Anger is also an effective way to hide hurt and vulnerability, assert status or dominance, push away fear, and compensate for feeling small or weak. In relationships, arguing or bickering can serve the purpose of keeping others at a comfortable distance. A saying describes anger as a poisoned barb with a honeyed tip.

Third, you can increase the positive — whatever is enjoyable or beneficial — by creating, growing, or preserving it. You could breathe more quickly to lift your energy, remember times with friends that make you feel happy, have realistic and useful thoughts about a situation at work, or motivate yourself by imagining how good it will feel to eat healthy foods.
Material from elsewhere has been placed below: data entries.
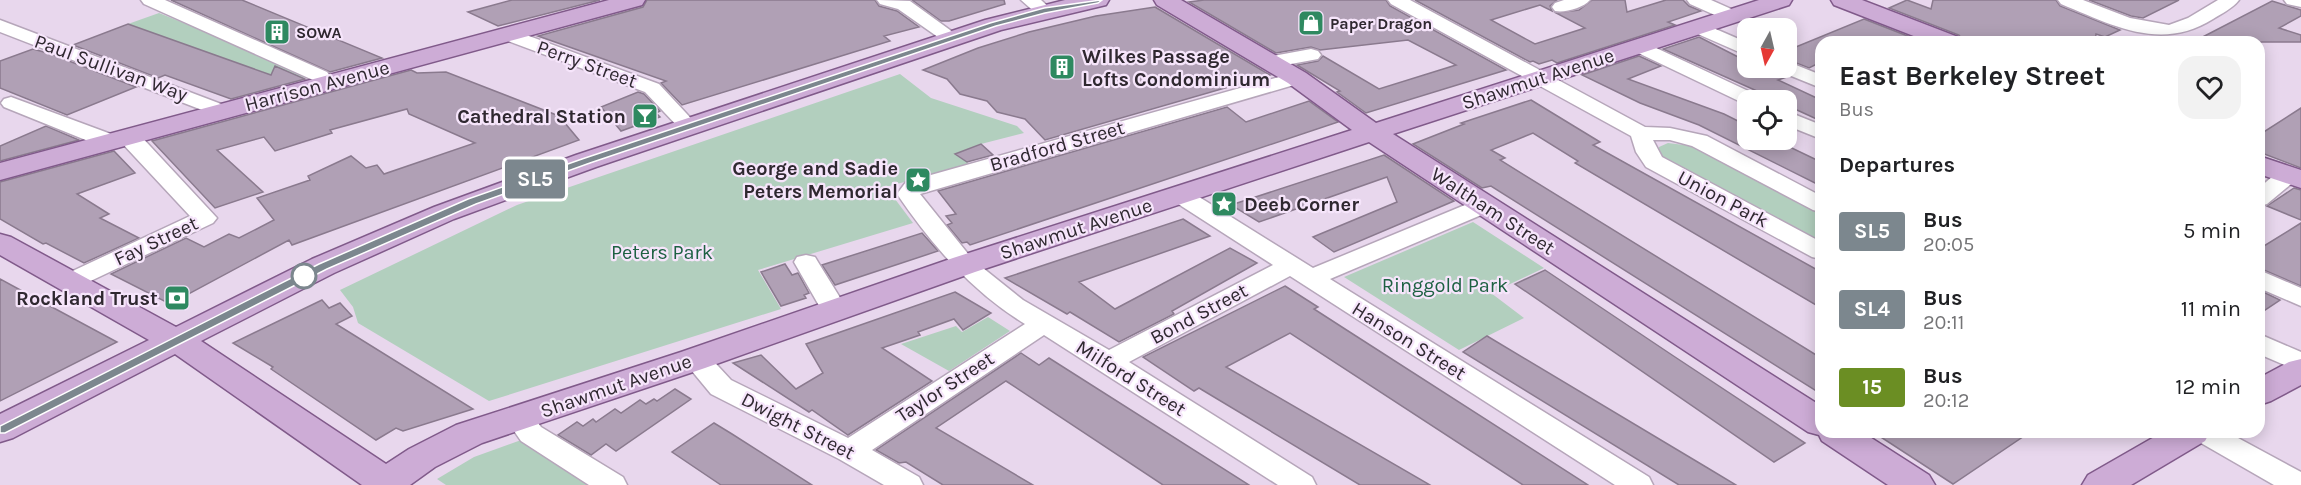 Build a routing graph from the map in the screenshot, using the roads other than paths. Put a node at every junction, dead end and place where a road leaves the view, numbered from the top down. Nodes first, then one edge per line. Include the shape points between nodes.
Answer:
1 (150, 0) edge
2 (634, 0) edge
3 (886, 0) edge
4 (1098, 0) edge
5 (1165, 0) edge
6 (1397, 0) edge
7 (1581, 0) edge
8 (1696, 0) edge
9 (1780, 0) edge
10 (1842, 0) edge
11 (2067, 0) edge
12 (2230, 0) edge
13 (2293, 0) edge
14 (2301, 3) edge
15 (1037, 5) edge
16 (1561, 7) dead end
17 (1732, 16) junction
18 (0, 26) edge
19 (1697, 27) junction
20 (507, 34) junction
21 (1935, 36) edge
22 (952, 38) junction
23 (1737, 45) edge
24 (1639, 46) junction
25 (1296, 64) junction
26 (1797, 70) edge
27 (320, 76) dead end
28 (1815, 76) edge
29 (1540, 78) junction
30 (1737, 93) edge
31 (11, 103) dead end
32 (222, 111) junction
33 (1797, 122) edge
34 (689, 126) junction
35 (1815, 130) edge
36 (1373, 133) junction
37 (1641, 133) junction
38 (120, 139) junction
39 (2265, 166) edge
40 (0, 172) edge
41 (2295, 177) edge
42 (1180, 195) junction
43 (2265, 195) edge
44 (1815, 202) edge
45 (1485, 205) junction
46 (0, 243) edge
47 (1815, 249) edge
48 (806, 262) dead end
49 (964, 265) junction
50 (1300, 272) junction
51 (71, 281) junction
52 (2265, 281) edge
53 (2301, 298) edge
54 (834, 309) junction
55 (1042, 324) junction
56 (177, 340) junction
57 (2265, 346) edge
58 (696, 359) junction
59 (1108, 362) junction
60 (2301, 363) edge
61 (2301, 370) edge
62 (2265, 390) edge
63 (519, 418) junction
64 (1815, 419) edge
65 (0, 429) edge
66 (1844, 438) edge
67 (2182, 438) edge
68 (2215, 438) edge
69 (849, 451) junction
70 (387, 484) edge
71 (612, 485) edge
72 (908, 485) edge
73 (1301, 485) edge
74 (1638, 485) edge
75 (1917, 485) edge
76 (2101, 485) edge
77 (2299, 485) edge

1 - 27 street
2 - 20 main road, Harrison Avenue
3 - 22 street via 904,5
4 - 15 main road
5 - 25 main road, Waltham Street
6 - 29 street, Union Park
7 - 16 street
8 - 17 street
9 - 17 main road, Shawmut Avenue
10 - 21 main road
11 - 12 street via 2122,21 2163,30 2189,25
13 - 14 street
15 - 22 main road
17 - 19 main road, Shawmut Avenue
18 - 32 street, Paul Sullivan Way
19 - 23 street
19 - 24 main road, Shawmut Avenue
20 - 32 main road, Harrison Avenue
20 - 34 street, Perry Street via 652,88
22 - 34 main road
24 - 29 main road, Shawmut Avenue
24 - 30 street
25 - 36 main road, Waltham Street
25 - 49 street, Bradford Street via 911,189 909,196
26 - 28 street
29 - 36 main road, Shawmut Avenue
29 - 37 street, Union Park
31 - 38 street
32 - 38 main road, Harrison Avenue
33 - 35 street
34 - 56 main road via 444,213 335,261
36 - 42 main road, Shawmut Avenue
36 - 45 main road, Waltham Street
37 - 44 street, Union Park via 1699,141
37 - 47 street, Union Park via 1644,148 1654,162
38 - 40 main road, Harrison Avenue
38 - 51 street, Fay Street via 205,218
39 - 41 main road
41 - 43 street
42 - 49 main road, Shawmut Avenue
42 - 50 street, Hanson Street
45 - 50 street, Bond Street
45 - 64 main road, Waltham Street
46 - 51 main road
48 - 54 street
49 - 54 main road, Shawmut Avenue
49 - 55 street, Milford Street
50 - 59 street, Bond Street
50 - 74 street, Hanson Street
51 - 56 main road
52 - 53 street
54 - 58 main road, Shawmut Avenue
55 - 59 street, Milford Street
55 - 69 street, Taylor Street
56 - 65 main road
56 - 70 main road
57 - 60 street
58 - 63 main road, Shawmut Avenue
58 - 69 street, Dwight Street via 720,387
59 - 73 street, Milford Street
61 - 62 main road
63 - 70 main road, Shawmut Avenue via 439,448
63 - 71 street via 531,434
66 - 75 main road
67 - 76 main road
68 - 77 street
69 - 72 street, Dwight Street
Enjoying the taste of toasted raisin bread or the humor in a cartoon may not seem like much, but simple pleasures like these ease emotional upsets, lift your mood, and enrich your life. They also provide health benefits, by releasing endorphins and natural opioids that shift you out of stressful, draining reactive states and into happier responsive ones. As a bonus, some pleasures — such as dancing, sex, your team winning a game of pick-up basketball, or laughing with friends — come with energizing feelings of vitality or passion that enhance long-term health. Opportunities for pleasure are all around you, especially if you include things like the rainbow glitter of the tiny grains of sand in a sidewalk, the sound of water falling into a tub, the sense of connection in talking with a friend, or the reassurance that comes from the stove working when you need to make dinner.